Medrese yalanları (1)

Cumhuriyet Gazetesi Yazarı Özdemir İnce'nin bugünkü (03.05.2022)''Medrese yalanları (1)'' başlıklı yazısı.

Kültür ve Turizm Bakanlığı Vakıflar Genel Müdürlüğü tarafından restore edilen Ayasofya Fatih Medresesi’nin açılışı 15 Nisan 2022 günü yapıldı. Törene Cumhurbaşkanı Erdoğan da katılmış ve burada  müthiş bir konuşma yapmış: 

“Muhteşem mazimizi bugüne ve geleceğe taşıma, insanımızla buluşturma adına çok önemli bir adımı atmış olduk. Bugün açılışını yaptığımız Ayasofya Fatih Medresesi ile izleri silinmek istenen bir eseri daha hamdolsun yeniden şehrimize kazandırıyoruz. Burası İstanbul’un fethinin akabinde, Ayasofya’nın bitişiğinde şehrin ilk medresesi olarak hizmete açılmıştır. İlk müderrisi Molla Hüsrev olan medresede, Ali Kuşçu da ders vermiştir. Medrese, farklı tarihlerdeki bakım, onarım ve inşalarla 1924 yılına kadar eğitim hizmetine devam etmiştir.”  

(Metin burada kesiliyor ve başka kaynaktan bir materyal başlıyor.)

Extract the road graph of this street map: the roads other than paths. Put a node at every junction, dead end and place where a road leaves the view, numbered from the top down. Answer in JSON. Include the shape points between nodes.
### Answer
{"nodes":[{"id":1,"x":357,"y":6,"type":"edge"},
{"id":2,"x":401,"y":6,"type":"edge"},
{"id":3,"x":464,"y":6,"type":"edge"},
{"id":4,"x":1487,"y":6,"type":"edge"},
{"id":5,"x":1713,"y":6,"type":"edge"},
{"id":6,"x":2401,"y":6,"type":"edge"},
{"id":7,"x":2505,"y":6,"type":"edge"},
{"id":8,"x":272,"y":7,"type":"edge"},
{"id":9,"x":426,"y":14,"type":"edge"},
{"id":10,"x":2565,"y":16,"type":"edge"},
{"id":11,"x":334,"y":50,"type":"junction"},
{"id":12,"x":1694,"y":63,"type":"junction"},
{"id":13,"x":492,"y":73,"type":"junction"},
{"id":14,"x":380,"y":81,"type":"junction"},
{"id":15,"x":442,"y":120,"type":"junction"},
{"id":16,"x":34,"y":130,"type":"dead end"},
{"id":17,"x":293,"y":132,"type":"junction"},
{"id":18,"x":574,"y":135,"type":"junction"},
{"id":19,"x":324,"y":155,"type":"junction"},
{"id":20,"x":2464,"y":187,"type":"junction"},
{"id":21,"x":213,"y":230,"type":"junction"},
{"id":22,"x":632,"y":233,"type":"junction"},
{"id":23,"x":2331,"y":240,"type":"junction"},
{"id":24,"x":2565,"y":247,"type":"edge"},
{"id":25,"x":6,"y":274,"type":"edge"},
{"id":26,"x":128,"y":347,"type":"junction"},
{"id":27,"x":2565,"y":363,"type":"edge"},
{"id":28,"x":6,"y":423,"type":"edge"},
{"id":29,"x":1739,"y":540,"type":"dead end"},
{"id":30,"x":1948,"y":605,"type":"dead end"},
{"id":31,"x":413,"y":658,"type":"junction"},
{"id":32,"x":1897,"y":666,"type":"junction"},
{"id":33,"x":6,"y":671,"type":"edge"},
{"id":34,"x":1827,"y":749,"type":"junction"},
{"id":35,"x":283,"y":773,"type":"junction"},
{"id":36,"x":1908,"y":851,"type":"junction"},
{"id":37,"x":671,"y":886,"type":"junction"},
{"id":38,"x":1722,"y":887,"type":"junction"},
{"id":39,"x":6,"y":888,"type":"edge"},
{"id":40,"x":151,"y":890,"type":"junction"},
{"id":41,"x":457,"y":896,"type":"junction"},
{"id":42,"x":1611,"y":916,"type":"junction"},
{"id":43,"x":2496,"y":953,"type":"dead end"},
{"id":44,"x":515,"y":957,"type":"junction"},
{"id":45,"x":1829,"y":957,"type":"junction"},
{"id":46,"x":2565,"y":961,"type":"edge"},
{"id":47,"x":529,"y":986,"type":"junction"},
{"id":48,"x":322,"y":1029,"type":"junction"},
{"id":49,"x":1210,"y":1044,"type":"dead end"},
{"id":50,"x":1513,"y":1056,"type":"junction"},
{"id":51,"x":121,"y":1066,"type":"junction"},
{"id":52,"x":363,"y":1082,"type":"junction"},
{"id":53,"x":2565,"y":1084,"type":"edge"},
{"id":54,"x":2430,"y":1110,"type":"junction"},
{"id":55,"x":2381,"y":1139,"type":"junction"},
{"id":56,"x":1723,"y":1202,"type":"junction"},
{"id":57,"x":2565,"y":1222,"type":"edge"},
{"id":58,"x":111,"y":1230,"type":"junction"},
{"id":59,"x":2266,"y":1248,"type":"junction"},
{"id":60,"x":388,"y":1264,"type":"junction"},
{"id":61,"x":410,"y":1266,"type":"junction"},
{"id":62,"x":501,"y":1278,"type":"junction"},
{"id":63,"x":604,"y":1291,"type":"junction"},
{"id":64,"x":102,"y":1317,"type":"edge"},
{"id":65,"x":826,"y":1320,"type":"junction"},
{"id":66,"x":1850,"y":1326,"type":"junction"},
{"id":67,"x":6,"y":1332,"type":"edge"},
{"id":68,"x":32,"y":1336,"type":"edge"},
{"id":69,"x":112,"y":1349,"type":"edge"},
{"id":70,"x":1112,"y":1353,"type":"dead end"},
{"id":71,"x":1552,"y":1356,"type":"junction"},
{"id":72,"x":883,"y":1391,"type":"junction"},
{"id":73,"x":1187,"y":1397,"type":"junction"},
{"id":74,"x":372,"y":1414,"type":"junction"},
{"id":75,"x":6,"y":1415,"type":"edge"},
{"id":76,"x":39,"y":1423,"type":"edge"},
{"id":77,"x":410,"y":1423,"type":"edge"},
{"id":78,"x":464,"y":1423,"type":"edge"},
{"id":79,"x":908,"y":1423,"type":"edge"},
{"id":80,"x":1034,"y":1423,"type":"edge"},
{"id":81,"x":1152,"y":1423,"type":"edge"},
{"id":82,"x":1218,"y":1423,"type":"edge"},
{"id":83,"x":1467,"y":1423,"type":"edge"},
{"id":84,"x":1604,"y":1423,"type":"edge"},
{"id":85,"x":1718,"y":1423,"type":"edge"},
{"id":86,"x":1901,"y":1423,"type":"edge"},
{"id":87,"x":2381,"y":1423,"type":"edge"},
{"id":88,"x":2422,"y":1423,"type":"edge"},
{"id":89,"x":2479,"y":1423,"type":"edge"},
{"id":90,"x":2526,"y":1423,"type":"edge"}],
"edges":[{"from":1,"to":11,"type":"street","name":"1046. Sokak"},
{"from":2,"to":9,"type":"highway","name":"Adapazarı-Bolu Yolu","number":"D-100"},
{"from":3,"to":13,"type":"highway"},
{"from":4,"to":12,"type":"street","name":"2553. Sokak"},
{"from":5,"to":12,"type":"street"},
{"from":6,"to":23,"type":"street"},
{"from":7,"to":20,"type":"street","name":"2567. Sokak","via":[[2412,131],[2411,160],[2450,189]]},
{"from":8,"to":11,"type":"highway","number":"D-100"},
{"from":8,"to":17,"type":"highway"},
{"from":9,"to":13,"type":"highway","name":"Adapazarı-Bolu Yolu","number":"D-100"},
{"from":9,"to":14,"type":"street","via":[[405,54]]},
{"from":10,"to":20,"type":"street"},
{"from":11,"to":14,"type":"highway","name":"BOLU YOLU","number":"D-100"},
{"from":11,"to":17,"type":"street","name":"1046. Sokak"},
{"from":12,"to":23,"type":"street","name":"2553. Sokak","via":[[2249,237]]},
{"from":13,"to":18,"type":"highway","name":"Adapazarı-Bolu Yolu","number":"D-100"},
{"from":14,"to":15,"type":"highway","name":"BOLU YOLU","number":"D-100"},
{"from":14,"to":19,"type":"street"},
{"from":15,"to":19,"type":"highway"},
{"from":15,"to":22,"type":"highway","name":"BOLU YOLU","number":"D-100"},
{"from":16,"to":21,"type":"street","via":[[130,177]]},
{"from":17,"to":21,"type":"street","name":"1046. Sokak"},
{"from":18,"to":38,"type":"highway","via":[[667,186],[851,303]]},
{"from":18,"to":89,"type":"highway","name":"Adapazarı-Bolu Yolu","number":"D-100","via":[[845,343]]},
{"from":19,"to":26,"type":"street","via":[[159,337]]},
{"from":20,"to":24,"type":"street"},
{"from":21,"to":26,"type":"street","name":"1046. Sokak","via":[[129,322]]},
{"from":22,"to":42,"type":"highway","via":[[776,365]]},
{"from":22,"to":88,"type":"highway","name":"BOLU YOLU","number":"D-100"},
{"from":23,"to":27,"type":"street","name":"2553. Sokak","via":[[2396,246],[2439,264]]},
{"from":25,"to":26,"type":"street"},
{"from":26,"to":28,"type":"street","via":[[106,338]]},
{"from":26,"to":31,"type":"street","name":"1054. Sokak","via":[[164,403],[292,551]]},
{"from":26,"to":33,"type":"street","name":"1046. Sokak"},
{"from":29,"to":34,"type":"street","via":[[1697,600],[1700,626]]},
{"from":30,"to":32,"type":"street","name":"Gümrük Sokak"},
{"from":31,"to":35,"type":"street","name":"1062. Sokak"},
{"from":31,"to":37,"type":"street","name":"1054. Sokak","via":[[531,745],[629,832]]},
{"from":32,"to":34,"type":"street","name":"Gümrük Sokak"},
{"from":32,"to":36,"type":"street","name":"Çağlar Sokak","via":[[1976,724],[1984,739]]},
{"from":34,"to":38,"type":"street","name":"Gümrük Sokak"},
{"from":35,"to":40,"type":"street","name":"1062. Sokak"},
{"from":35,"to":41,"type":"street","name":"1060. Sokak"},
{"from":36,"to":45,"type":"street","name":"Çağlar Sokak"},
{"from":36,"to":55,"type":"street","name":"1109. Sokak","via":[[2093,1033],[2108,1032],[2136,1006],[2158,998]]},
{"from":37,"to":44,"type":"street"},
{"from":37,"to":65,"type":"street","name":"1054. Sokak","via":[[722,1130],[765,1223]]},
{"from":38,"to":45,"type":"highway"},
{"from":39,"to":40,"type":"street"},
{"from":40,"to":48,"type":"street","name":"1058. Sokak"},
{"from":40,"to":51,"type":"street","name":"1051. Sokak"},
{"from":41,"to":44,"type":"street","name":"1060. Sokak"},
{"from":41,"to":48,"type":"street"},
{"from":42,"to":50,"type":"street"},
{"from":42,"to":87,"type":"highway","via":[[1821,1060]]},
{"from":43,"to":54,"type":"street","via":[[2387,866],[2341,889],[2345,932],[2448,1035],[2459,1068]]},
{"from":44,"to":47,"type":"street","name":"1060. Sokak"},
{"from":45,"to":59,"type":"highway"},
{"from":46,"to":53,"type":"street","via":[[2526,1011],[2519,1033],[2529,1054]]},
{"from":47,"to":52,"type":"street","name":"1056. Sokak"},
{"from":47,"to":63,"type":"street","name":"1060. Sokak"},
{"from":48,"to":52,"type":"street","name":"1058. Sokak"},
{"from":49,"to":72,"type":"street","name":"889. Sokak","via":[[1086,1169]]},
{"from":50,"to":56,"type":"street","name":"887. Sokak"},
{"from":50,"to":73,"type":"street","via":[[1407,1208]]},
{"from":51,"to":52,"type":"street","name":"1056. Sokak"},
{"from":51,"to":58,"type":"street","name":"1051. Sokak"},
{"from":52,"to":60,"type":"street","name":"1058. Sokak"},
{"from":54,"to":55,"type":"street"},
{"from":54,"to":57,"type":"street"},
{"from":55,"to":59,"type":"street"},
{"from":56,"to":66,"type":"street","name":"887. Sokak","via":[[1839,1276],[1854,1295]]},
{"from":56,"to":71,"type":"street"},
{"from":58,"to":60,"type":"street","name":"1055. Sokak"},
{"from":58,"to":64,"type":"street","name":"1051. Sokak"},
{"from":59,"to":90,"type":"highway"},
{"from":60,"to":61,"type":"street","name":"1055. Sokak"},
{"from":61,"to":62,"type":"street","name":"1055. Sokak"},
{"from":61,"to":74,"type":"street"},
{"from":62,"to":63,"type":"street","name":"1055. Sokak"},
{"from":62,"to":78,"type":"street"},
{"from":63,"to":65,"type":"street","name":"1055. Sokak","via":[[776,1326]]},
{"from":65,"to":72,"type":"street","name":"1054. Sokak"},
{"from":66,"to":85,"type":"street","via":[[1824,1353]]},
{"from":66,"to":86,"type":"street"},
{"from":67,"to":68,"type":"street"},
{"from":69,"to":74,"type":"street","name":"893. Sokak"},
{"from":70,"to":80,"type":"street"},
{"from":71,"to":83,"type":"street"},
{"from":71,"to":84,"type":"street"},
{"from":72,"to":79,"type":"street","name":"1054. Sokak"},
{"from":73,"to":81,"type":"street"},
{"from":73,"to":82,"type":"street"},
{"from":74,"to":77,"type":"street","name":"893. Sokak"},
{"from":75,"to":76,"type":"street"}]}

Erdoğan’ın yaptığı bu türden konuşmalarda sadece bazı tarihler, yer adları ve özel isimler doğru olabilir, gerisinin gerçekle, doğruyla hiçbir ilişkisi yoktur. Fatih Medresesi’nin 1924 yılında kapatıldığı doğrudur. Ama neden kapatıldı? Bunun eğitim-öğretim tarafını biraz sonra okuyacaksınız.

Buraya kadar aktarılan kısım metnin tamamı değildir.